Jokes for 7th Graders

  1. Why don’t mummies go on vacation?
    Because they’re afraid to unwind.
  2. Why don’t scientists trust atoms?
    Because they make up everything.
  3. Why was the obtuse triangle always so frustrated?
    Because it was never right.
  4. Why did the student bring a flashlight to school?
    To study light.
  5. What’s a skeleton’s least favorite room in the house?
    The living room.
  6. Why did the drum go to bed?
    It was beat.
  7. Why did the smartphone need glasses?
    Because it lost its contacts.
  8. Why did the skeleton go to prom alone?
    He had no body to dance with.
  9. Why do cows wear bells?
    Because their horns don’t work.
  10. Why do pirates not know the alphabet?
    They always get stuck at “C.”

8th Grade Jokes

  1. Why was the music teacher locked out of her classroom?
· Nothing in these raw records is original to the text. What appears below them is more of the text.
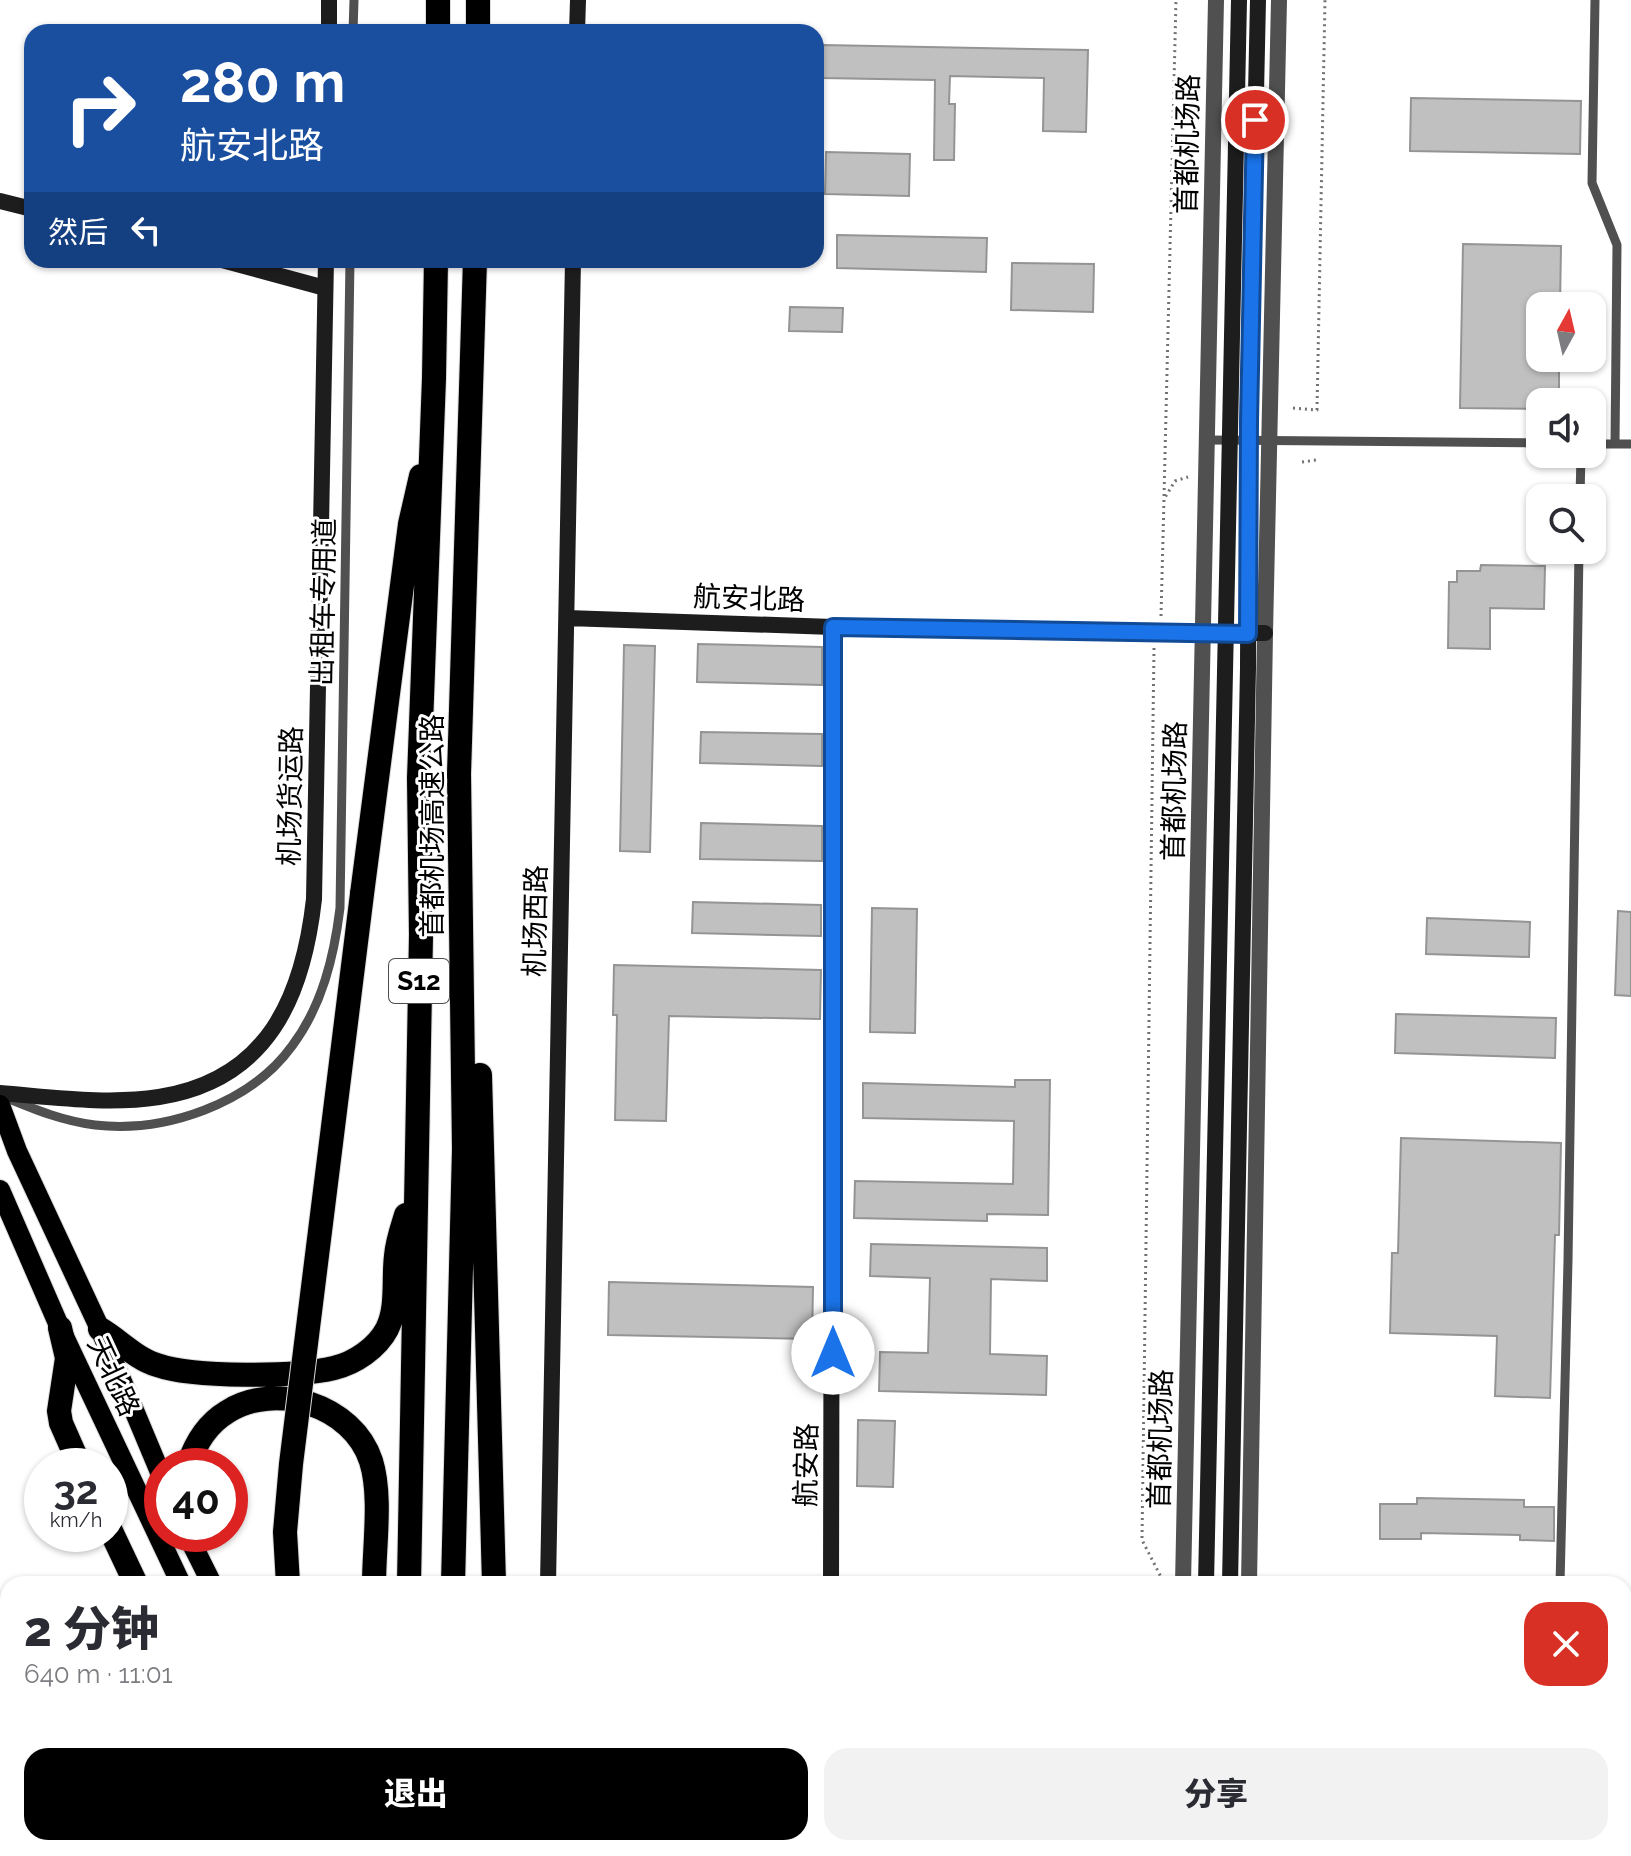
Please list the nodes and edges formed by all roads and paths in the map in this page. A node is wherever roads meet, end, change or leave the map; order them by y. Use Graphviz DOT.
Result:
graph roads {
  1 [pos="329,0"];
  2 [pos="354,0"];
  3 [pos="438,0"];
  4 [pos="478,0"];
  5 [pos="578,0"];
  6 [pos="1176,0"];
  7 [pos="1216,0"];
  8 [pos="1239,0"];
  9 [pos="1258,0"];
  10 [pos="1279,0"];
  11 [pos="1325,0"];
  12 [pos="1595,0"];
  13 [pos="329,24"];
  14 [pos="353,24"];
  15 [pos="438,24"];
  16 [pos="478,24"];
  17 [pos="577,24"];
  18 [pos="0,201"];
  19 [pos="24,207"];
  20 [pos="251,268"];
  21 [pos="326,268"];
  22 [pos="350,268"];
  23 [pos="436,268"];
  24 [pos="475,268"];
  25 [pos="573,268"];
  26 [pos="325,288"];
  27 [pos="434,378"];
  28 [pos="1293,408"];
  29 [pos="1249,439"];
  30 [pos="1270,439"];
  31 [pos="1207,440"];
  32 [pos="1230,440"];
  33 [pos="1526,443"];
  34 [pos="1606,444"];
  35 [pos="1615,444"];
  36 [pos="1631,444"];
  37 [pos="1316,460"];
  38 [pos="1302,462"];
  39 [pos="1198,473"];
  40 [pos="1164,499"];
  41 [pos="1579,564"];
  42 [pos="567,618"];
  43 [pos="833,627"];
  44 [pos="1161,633"];
  45 [pos="1203,634"];
  46 [pos="1227,634"];
  47 [pos="1257,634"];
  48 [pos="459,774"];
  49 [pos="0,1094"];
  50 [pos="0,1105"];
  51 [pos="416,1169"];
  52 [pos="0,1190"];
  53 [pos="60,1328"];
  54 [pos="100,1329"];
  55 [pos="72,1448"];
  56 [pos="150,1448"];
  57 [pos="196,1448"];
  58 [pos="121,1552"];
  59 [pos="196,1552"];
  60 [pos="132,1576"];
  61 [pos="177,1576"];
  62 [pos="208,1576"];
  63 [pos="288,1576"];
  64 [pos="374,1576"];
  65 [pos="409,1576"];
  66 [pos="453,1576"];
  67 [pos="494,1576"];
  68 [pos="548,1576"];
  69 [pos="831,1576"];
  70 [pos="1160,1576"];
  71 [pos="1183,1576"];
  72 [pos="1206,1576"];
  73 [pos="1230,1576"];
  74 [pos="1249,1576"];
  75 [pos="1560,1576"];
  1 -- 13 [label="street"];
  2 -- 14 [label="lane"];
  3 -- 15 [label="highway"];
  4 -- 16 [label="highway"];
  5 -- 17 [label="street"];
  6 -- 40 [label="path"];
  7 -- 31 [label="street, 首都机场路"];
  8 -- 32 [label="street, 首都机场路"];
  9 -- 29 [label="street"];
  10 -- 30 [label="street"];
  11 -- 28 [label="path"];
  12 -- 35 [label="lane"];
  18 -- 19 [label="street"];
  20 -- 26 [label="street"];
  21 -- 26 [label="street, 机场货运路"];
  22 -- 49 [label="lane, 出租车专用道"];
  23 -- 27 [label="highway, 首都机场高速公路 / S12"];
  24 -- 48 [label="highway, 首都机场高速公路 / S12"];
  25 -- 42 [label="street, 机场西路"];
  26 -- 49 [label="street, 机场货运路"];
  27 -- 51 [label="highway, 首都机场高速公路 / S12"];
  27 -- 63 [label="highway, bridge"];
  29 -- 30 [label="lane"];
  29 -- 32 [label="lane"];
  29 -- 47 [label="street"];
  30 -- 33 [label="lane"];
  30 -- 47 [label="street"];
  31 -- 32 [label="lane"];
  31 -- 45 [label="street, 首都机场路"];
  32 -- 46 [label="street, 首都机场路"];
  34 -- 35 [label="lane"];
  35 -- 36 [label="lane"];
  37 -- 38 [label="path"];
  39 -- 40 [label="path"];
  40 -- 44 [label="path"];
  41 -- 75 [label="lane"];
  42 -- 43 [label="street, 航安北路"];
  42 -- 68 [label="street, 机场西路"];
  43 -- 44 [label="street, 航安北路"];
  43 -- 69 [label="street, 航安路"];
  44 -- 45 [label="street, 航安北路"];
  44 -- 70 [label="path"];
  45 -- 46 [label="street, 航安北路"];
  45 -- 71 [label="street, 首都机场路"];
  46 -- 47 [label="street, 航安北路"];
  46 -- 72 [label="street, 首都机场路"];
  47 -- 73 [label="street"];
  47 -- 74 [label="street"];
  48 -- 66 [label="highway, 首都机场高速公路 / S12"];
  48 -- 67 [label="highway"];
  50 -- 54 [label="main road, 天北路"];
  51 -- 54 [label="highway"];
  51 -- 65 [label="highway, 首都机场高速公路 / S12"];
  52 -- 53 [label="main road, 天北路"];
  53 -- 55 [label="highway"];
  53 -- 61 [label="main road, 天北路"];
  54 -- 56 [label="main road, 天北路"];
  57 -- 64 [label="highway"];
  58 -- 60 [label="highway"];
  59 -- 62 [label="main road"];
}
    Because her keys were inside.
  2. Why did the biology book look nervous?
    Too many organ-ized tests.
  3. Why did the student bring graph paper to the party?
    To plot his moves.
  4. Why don’t graveyards ever get overcrowded?
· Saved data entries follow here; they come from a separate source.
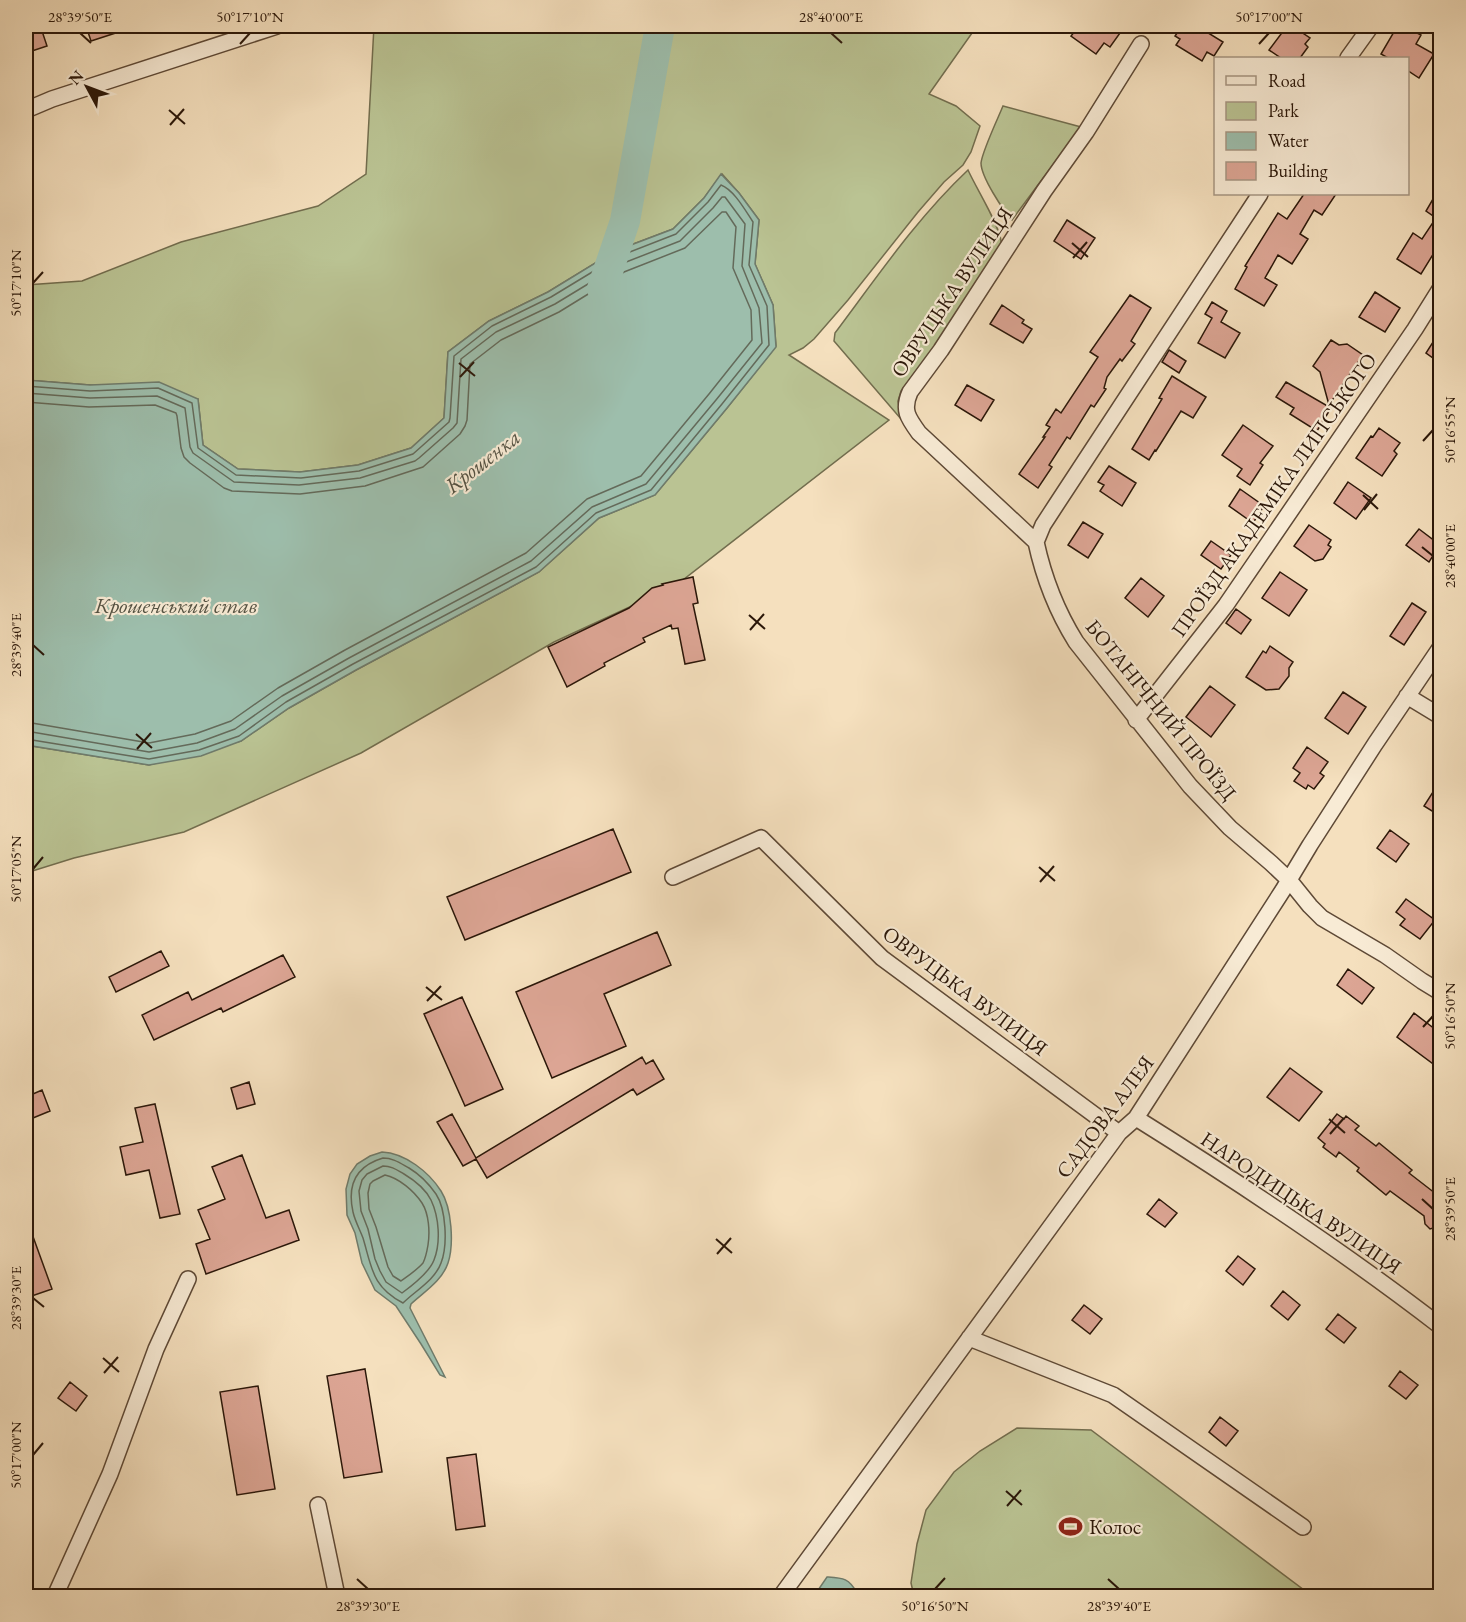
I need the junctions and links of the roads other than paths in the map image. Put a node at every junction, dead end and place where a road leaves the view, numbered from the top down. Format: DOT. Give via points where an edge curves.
graph roads {
  1 [pos="277,26"];
  2 [pos="1371,26"];
  3 [pos="1141,44"];
  4 [pos="1349,57"];
  5 [pos="26,110"];
  6 [pos="1259,195"];
  7 [pos="1440,290"];
  8 [pos="1036,542"];
  9 [pos="1440,648"];
  10 [pos="1407,696"];
  11 [pos="1440,716"];
  12 [pos="1136,720"];
  13 [pos="673,877"];
  14 [pos="1289,880"];
  15 [pos="1440,992"];
  16 [pos="1136,1118"];
  17 [pos="1119,1132"];
  18 [pos="188,1280"];
  19 [pos="1440,1326"];
  20 [pos="969,1338"];
  21 [pos="318,1505"];
  22 [pos="1304,1527"];
  23 [pos="55,1596"];
  24 [pos="337,1596"];
  25 [pos="781,1596"];
  1 -- 5 [label="street"];
  2 -- 4 [label="street"];
  3 -- 8 [label="street, ОВРУЦЬКА ВУЛИЦЯ" via="907,400 907,414 919,434"];
  6 -- 8 [label="street" via="1043,525"];
  7 -- 12 [label="street, ПРОЇЗД АКАДЕМІКА ЛИПСЬКОГО" via="1226,605"];
  8 -- 12 [label="street, БОТАНІЧНИЙ ПРОЇЗД" via="1063,621"];
  9 -- 10 [label="street, САДОВА АЛЕЯ"];
  10 -- 11 [label="street"];
  10 -- 14 [label="street, САДОВА АЛЕЯ"];
  12 -- 14 [label="street, БОТАНІЧНИЙ ПРОЇЗД" via="1230,828"];
  13 -- 17 [label="street, ОВРУЦЬКА ВУЛИЦЯ" via="761,838 882,958"];
  14 -- 15 [label="street, БОТАНІЧНИЙ ПРОЇЗД" via="1322,918"];
  14 -- 16 [label="street, САДОВА АЛЕЯ"];
  16 -- 17 [label="street, САДОВА АЛЕЯ"];
  16 -- 19 [label="street, НАРОДИЦЬКА ВУЛИЦЯ" via="1329,1244"];
  17 -- 20 [label="street, САДОВА АЛЕЯ"];
  18 -- 23 [label="street" via="156,1349 110,1474"];
  20 -- 22 [label="street" via="1113,1395"];
  20 -- 25 [label="street, САДОВА АЛЕЯ"];
  21 -- 24 [label="street"];
}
    People are dying to get in.
  5. Why did the chemistry teacher love jokes?
    Because they got a reaction.
  6. Why was the obtuse angle so wise?
    Because it has over 90 degrees.
  7. What’s the best way to communicate with a fish?
    Drop it a line.
  8. Why don’t ghosts lie?
    Because you can see right through them.
  9. What do you call a dictionary on the run?
    A thesaurus.
  10. Why don’t math teachers ever get lost?
    They always know their coordinates.